* [Your instructions]: All records below must be reproduced exactly, although any pictures they contain are to be omitted.

--- START ---

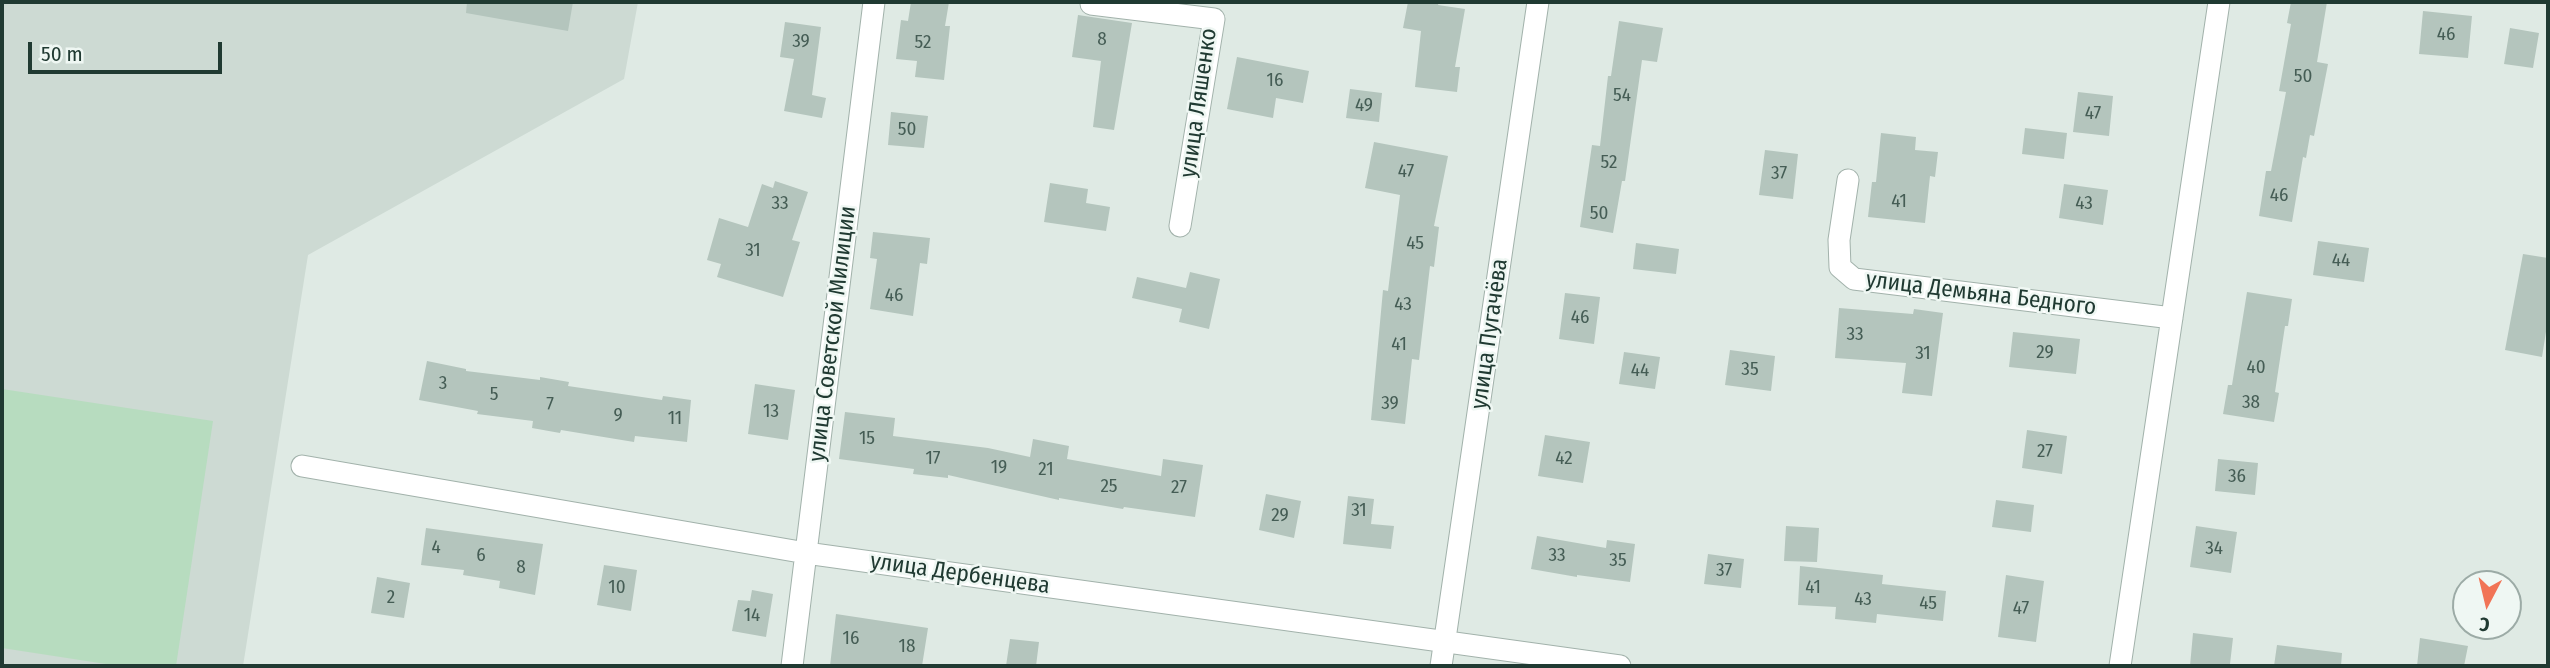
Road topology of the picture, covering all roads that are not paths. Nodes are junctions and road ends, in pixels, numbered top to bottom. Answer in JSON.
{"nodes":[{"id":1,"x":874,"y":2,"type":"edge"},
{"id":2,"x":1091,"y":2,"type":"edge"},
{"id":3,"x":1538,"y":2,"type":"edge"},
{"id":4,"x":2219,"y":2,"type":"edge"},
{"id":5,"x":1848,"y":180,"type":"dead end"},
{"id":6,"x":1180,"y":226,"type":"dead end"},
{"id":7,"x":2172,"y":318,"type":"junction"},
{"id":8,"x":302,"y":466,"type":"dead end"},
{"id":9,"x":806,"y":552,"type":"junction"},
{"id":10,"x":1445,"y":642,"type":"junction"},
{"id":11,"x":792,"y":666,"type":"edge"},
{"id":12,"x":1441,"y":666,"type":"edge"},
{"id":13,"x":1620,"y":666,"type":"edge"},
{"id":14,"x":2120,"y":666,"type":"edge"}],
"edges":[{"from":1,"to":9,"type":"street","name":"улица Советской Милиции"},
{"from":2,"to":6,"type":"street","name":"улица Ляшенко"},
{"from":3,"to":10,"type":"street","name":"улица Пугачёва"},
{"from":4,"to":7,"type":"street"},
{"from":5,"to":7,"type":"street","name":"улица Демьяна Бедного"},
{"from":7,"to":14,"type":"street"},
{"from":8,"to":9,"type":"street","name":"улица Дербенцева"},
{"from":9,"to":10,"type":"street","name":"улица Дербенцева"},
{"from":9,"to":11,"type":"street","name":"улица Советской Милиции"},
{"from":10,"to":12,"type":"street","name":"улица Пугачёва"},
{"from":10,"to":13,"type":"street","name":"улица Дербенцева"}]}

--- END ---

* [Task output]:
Road topology of the picture, covering all roads that are not paths. Nodes are junctions and road ends, in pixels, numbered top to bottom. Answer in JSON.
{"nodes":[{"id":1,"x":874,"y":2,"type":"edge"},
{"id":2,"x":1091,"y":2,"type":"edge"},
{"id":3,"x":1538,"y":2,"type":"edge"},
{"id":4,"x":2219,"y":2,"type":"edge"},
{"id":5,"x":1848,"y":180,"type":"dead end"},
{"id":6,"x":1180,"y":226,"type":"dead end"},
{"id":7,"x":2172,"y":318,"type":"junction"},
{"id":8,"x":302,"y":466,"type":"dead end"},
{"id":9,"x":806,"y":552,"type":"junction"},
{"id":10,"x":1445,"y":642,"type":"junction"},
{"id":11,"x":792,"y":666,"type":"edge"},
{"id":12,"x":1441,"y":666,"type":"edge"},
{"id":13,"x":1620,"y":666,"type":"edge"},
{"id":14,"x":2120,"y":666,"type":"edge"}],
"edges":[{"from":1,"to":9,"type":"street","name":"улица Советской Милиции"},
{"from":2,"to":6,"type":"street","name":"улица Ляшенко"},
{"from":3,"to":10,"type":"street","name":"улица Пугачёва"},
{"from":4,"to":7,"type":"street"},
{"from":5,"to":7,"type":"street","name":"улица Демьяна Бедного"},
{"from":7,"to":14,"type":"street"},
{"from":8,"to":9,"type":"street","name":"улица Дербенцева"},
{"from":9,"to":10,"type":"street","name":"улица Дербенцева"},
{"from":9,"to":11,"type":"street","name":"улица Советской Милиции"},
{"from":10,"to":12,"type":"street","name":"улица Пугачёва"},
{"from":10,"to":13,"type":"street","name":"улица Дербенцева"}]}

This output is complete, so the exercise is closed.